November 13, 2012: 12:58 PM ET
2014 ford transit connect
Ford's new Transit Connect Wagon is a small van -- smaller than the Honda Odyssey or Dodge Grand Caravan -- but it is not, Ford insists, a minivan.
NEW YORK (CNNMoney)

Ford stopped offering minivans when it stopped making the Freestar a few years ago. Now it has unveiled a new small van for families but, the automaker insists, while it is mini and it is a van, it is not a minivan.

The new Transit Connect passenger van will be smaller, cheaper and more fuel efficient than traditional minivans like the Dodge Caravan, Toyota Sienna and Honda Odyssey. That's why it's not a minivan, Ford spokesman Mike Levine said.

"Keep the term 'minivan' for the companies that forgot about young families," he said.

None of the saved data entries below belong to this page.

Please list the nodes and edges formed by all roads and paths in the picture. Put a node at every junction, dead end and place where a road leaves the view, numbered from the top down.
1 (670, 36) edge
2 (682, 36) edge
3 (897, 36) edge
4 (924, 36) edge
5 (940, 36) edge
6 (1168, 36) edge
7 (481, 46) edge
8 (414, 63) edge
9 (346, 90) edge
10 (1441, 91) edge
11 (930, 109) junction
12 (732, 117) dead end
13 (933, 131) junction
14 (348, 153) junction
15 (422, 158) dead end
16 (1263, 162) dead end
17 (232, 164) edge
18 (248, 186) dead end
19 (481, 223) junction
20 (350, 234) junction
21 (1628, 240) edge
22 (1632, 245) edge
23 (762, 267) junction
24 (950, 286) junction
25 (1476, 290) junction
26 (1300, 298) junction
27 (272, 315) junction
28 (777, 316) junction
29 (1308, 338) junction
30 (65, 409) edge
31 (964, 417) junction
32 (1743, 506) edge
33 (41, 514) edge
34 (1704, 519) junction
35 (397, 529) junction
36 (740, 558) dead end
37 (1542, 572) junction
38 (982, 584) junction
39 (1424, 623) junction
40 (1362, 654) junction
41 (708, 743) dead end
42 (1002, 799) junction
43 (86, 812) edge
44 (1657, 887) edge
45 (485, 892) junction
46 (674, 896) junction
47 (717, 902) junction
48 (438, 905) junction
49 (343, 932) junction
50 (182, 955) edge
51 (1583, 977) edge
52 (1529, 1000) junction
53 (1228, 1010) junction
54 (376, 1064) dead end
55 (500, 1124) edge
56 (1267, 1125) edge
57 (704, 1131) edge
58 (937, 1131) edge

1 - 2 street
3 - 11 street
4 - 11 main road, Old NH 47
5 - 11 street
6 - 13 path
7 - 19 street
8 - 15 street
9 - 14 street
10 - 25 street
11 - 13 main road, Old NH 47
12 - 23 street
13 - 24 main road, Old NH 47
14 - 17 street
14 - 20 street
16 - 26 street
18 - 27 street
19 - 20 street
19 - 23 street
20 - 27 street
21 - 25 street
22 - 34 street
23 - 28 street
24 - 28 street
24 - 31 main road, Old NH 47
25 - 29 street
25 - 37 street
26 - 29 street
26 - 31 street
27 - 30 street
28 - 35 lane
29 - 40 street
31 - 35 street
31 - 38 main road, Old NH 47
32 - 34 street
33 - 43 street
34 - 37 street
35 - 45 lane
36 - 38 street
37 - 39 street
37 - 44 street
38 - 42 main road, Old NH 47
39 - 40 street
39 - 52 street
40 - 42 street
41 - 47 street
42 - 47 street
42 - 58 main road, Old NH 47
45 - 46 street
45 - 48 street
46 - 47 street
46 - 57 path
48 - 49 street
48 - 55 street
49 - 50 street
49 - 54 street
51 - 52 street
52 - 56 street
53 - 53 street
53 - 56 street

The new Transit Connect Wagon will be a more affordable option for them, he said. While pricing has not yet been announced, Ford promises its smaller van will cost "thousands less" than competitors' vans. Its closest competitor could be the Mazda5, an even smaller van that can carry six people to the Transit Connect's seven. The Mazda5 starts at around $20,000 while the Toyota Sienna, for instance, starts at about $26,000.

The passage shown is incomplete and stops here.